Restauration de la nature : Encore un effort
Malgré la proximité des élections européennes et la pression des partis populistes, le Pacte vert européen progresse. Ses ambitions ont été abaissées, et tout récemment le maintien de l’autorisation pour 10 ans du glyphosate montre qu’il y a encore des progrès à faire, mais engrangeons les avancées, en espérant un effet de cliquet, pour ne pas revenir en arrière. Il s’agit aujourd’hui de la restauration des milieux naturels, des « habitats » comme disent les naturalistes. 80% d’entre eux sont dégradés selon l’agence européenne pour l’environnement. Il y a bien eu, pourtant, des directives pour protéger les oiseaux et les habitats naturels, mais le constat est là : 10% des espèces d'abeilles et de papillons sont en risque d'extinction, 70% des sols sont en mauvaise santé. Il ne s’agit donc plus de préserver, mais de restaurer. Des objectifs chiffrés, restauration de 60 % des habitats en mauvais état d'ici à 2040 et au moins 90 % de ces habitats d'ici à 2050. Des politiques à mettre en place à l’échelle de chaque état membre, avec des volets spécifiques à différents milieux, agricoles, forestiers, écosystèmes urbains, cours d’eau.
Une étape décisive a été franchie en juin et juillet dernier, avec une adoption par le Parlement du projet élaboré par la commission européenne, malgré la résistance de partis conservateurs, et au prix de différentes concessions. Le 9 novembre dernier, le Conseil et le Parlement Européens se sont mis d’accord sur un document provisoire, qui doit encore être adopté formellement par des institutions européennes. Un long parcours, encore un effort, nous arrivons au bout.
C’est que la dégradation coûte cher. Les services rendus par la nature, gratuits, sont multiples. Par ces temps d’intempéries, la régulation du régime des eaux n’est pas le moindre, surtout en prévision des effets du réchauffement climatique que nous ne pourrons éviter. Les forêts couvrent 40% du territoire de l’Union Européenne, et joue un rôle important de puits de carbone. Les nouvelles règles de restauration viseraient à renforcer la biodiversité dans les forêts, ce qui les rendrait plus robustes face aux défis du réchauffement, et renforcerait leur capacité d’intégration de carbone. Un objectif de 3 milliards d’arbres supplémentaires d’ici 2030 est également fixé, mais est-il compatible avec l’amélioration de la biodiversité des forêts ?

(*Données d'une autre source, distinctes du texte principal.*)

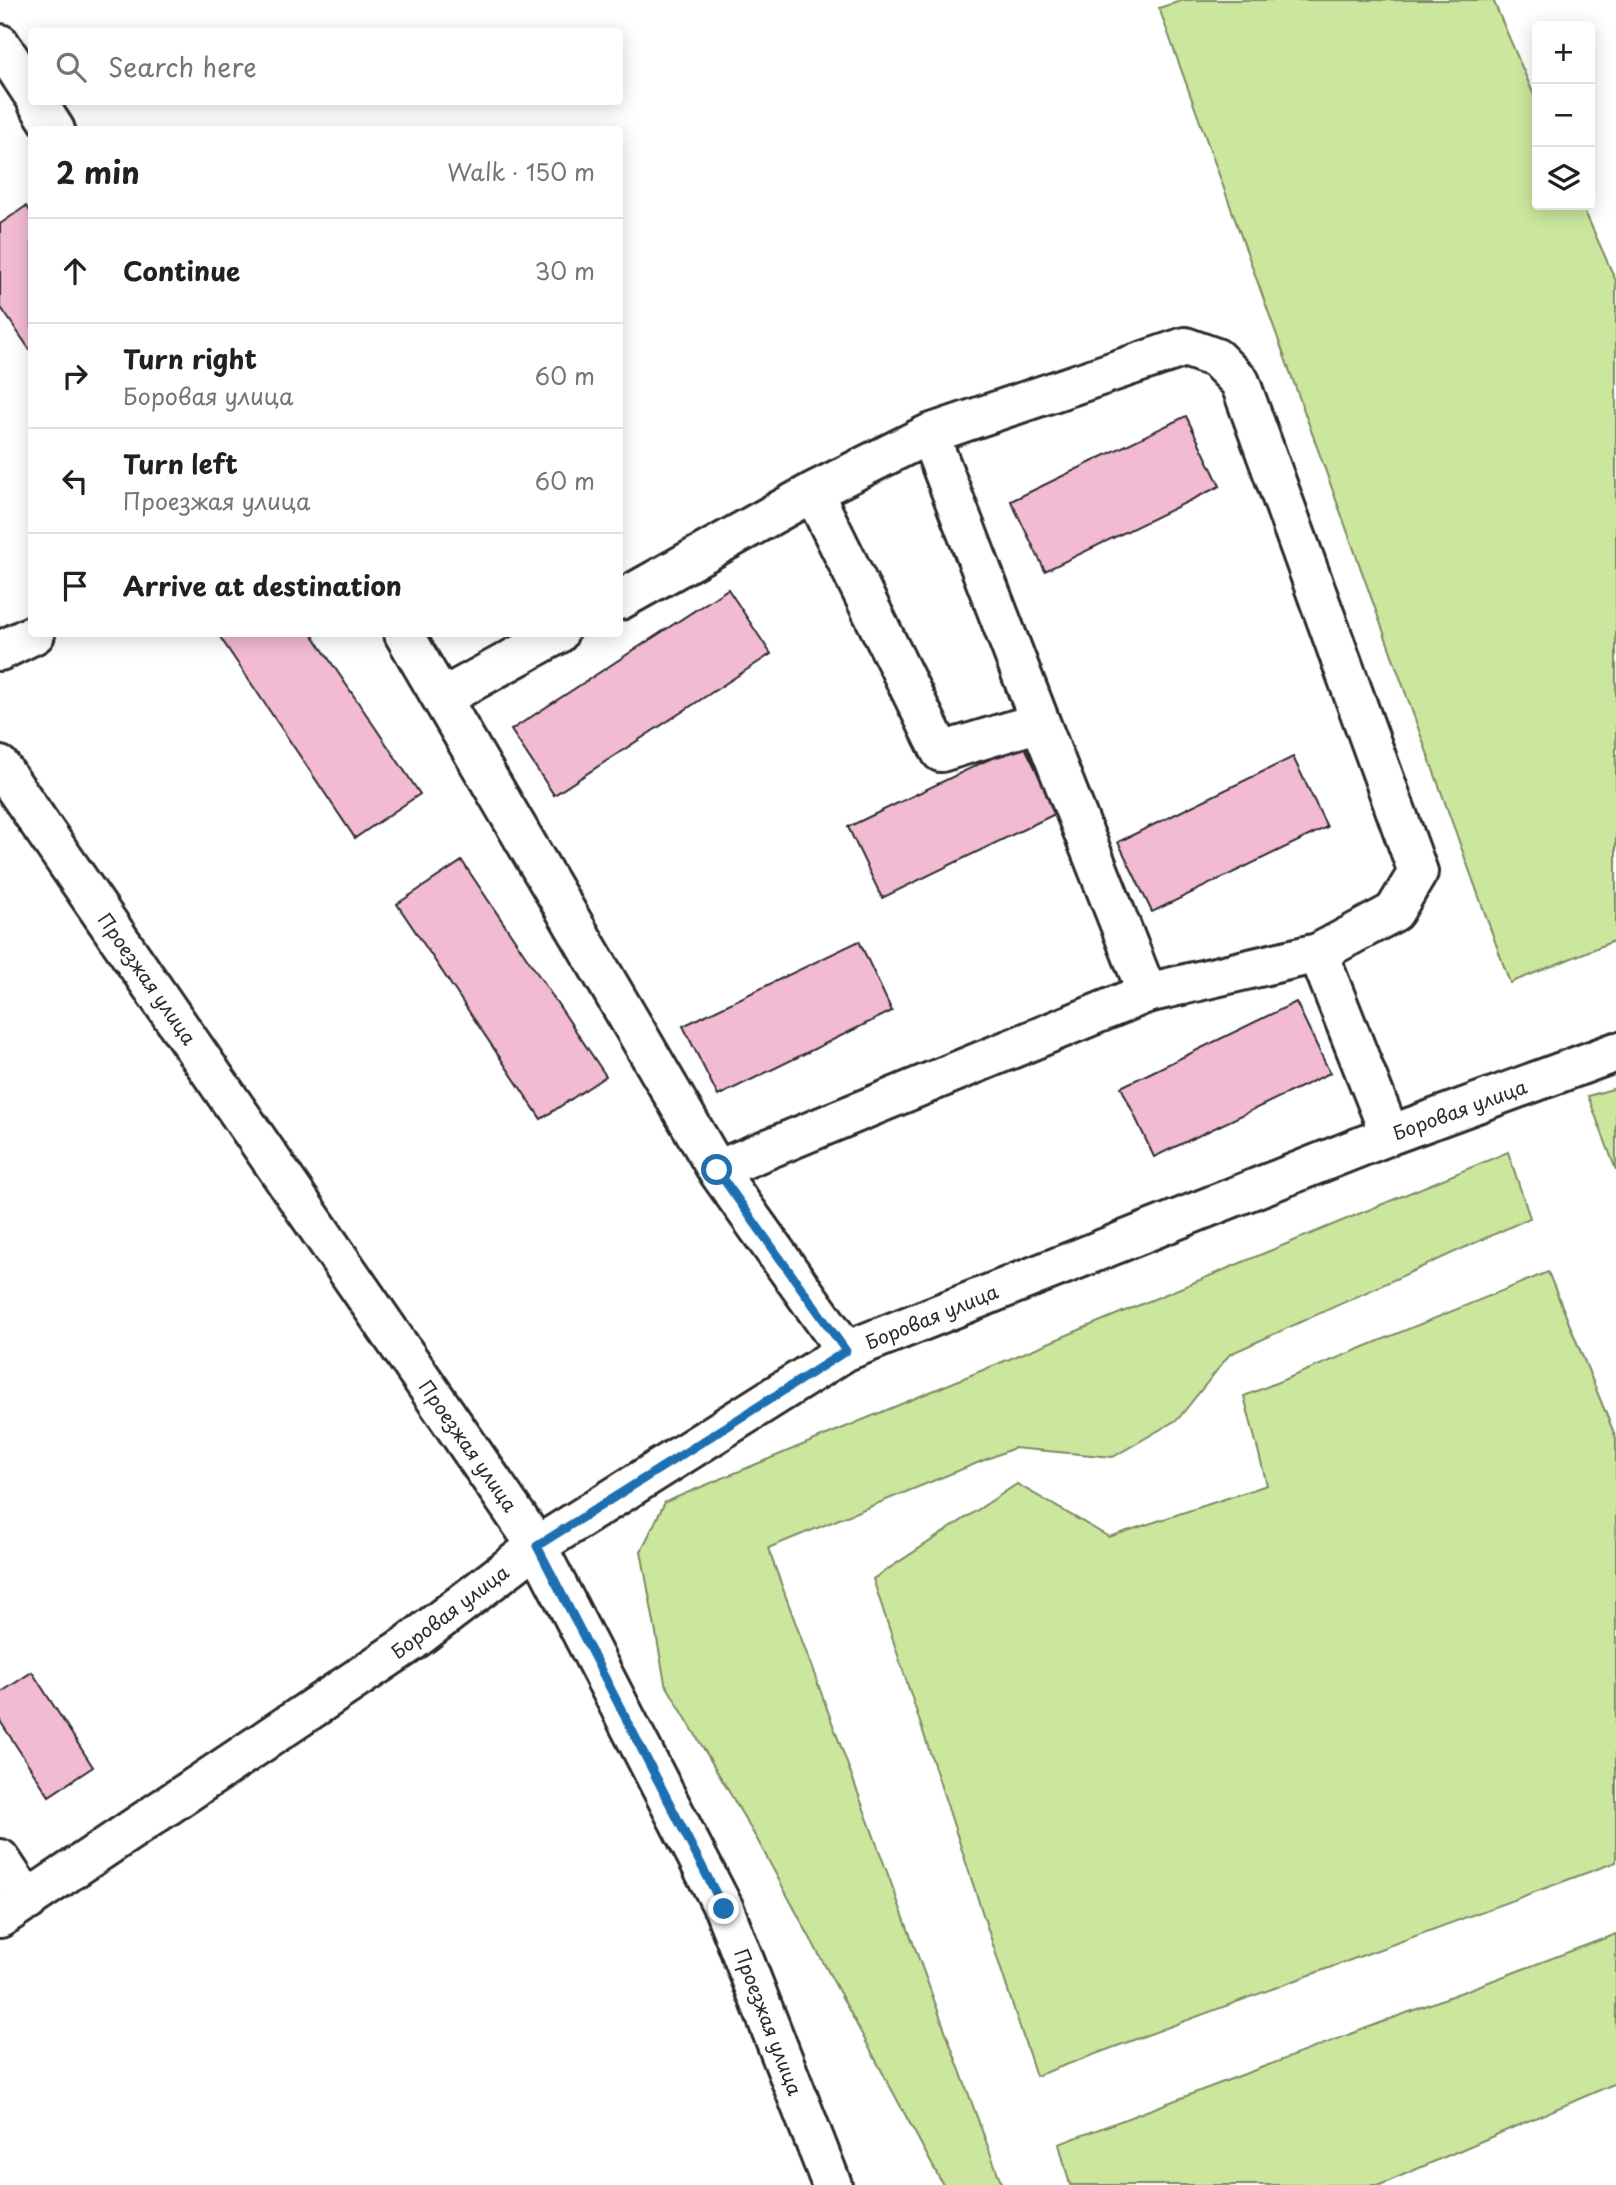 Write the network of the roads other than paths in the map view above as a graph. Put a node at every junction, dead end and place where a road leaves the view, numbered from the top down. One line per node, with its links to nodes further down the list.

Les sols agricoles, dont une bonne part sont dégradés, devront aussi améliorer leur capacité de stockage de carbone. 30% des tourbières drainées utilisées en agriculture devront être restaurées d'ici à 2030, 40 % d'ici à 2040 et 50 % d'ici à 2050. La chute de la biodiversité « ordinaire » est également un facteur de baisse des rendements, et la souveraineté alimentaire en est affectée. Le projet de règlement européen prévoit d’inverser le déclin des populations de pollinisateurs dès les prochaines années, avec des instruments de suivi de l’efficacité des mesures prises. Il faudra donc faire vite. Une première échéance est fixée à 2030, avec la restauration de 20% des zones terrestres et des zones marines de l'UE. Le texte comprend une exigence de non-détérioration. Les zones ayant fait l'objet d'une restauration des zones abritant les habitats terrestres et marins particuliers seront ainsi protégées. Une formule cliquet pour maintenir la qualité ainsi restaurée.
C’est un grand chantier qui s’ouvre ainsi, qui touchera l’ensemble des activités et des milieux physiques, villes et campagnes, forêts et zones maritimes. S’il est adopté, le règlement européen offrira un cadre commun à tous des Etats membres pour élaborer leur politique de restauration de la nature. Une nouvelle dynamique est à mettre en place, avec l’ensemble des acteurs concernés, professionnels, collectivités et institutions publiques, associations, communauté scientifique. La frilosité du volet national français de la politique agricole commune concernant l’environnement, dénoncée par de nombreux experts et professionnels, laisse craindre un manque d’ambition comparable pour la restauration de la nature. Espérons au contraire que ce sera l’occasion d’un rattrapage.
Le capital nature de la France est un atout exceptionnel que sa position au bout du continent européen lui apporte. Outre les influences continentales, elle bénéficie d’apports de la mer du Nord, du bassin méditerranéen, de l’océan avec le Gulf Stream. Cette convergence a produit une grande richesse biologique, dont nous n’avons pas toujours eu conscience, et qui se trouve aujourd’hui vulnérable. Le Pacte vert européen nous offre l’opportunité de lui apporter toute l’attention qu’elle mérite. Un investissement durable s’il en est.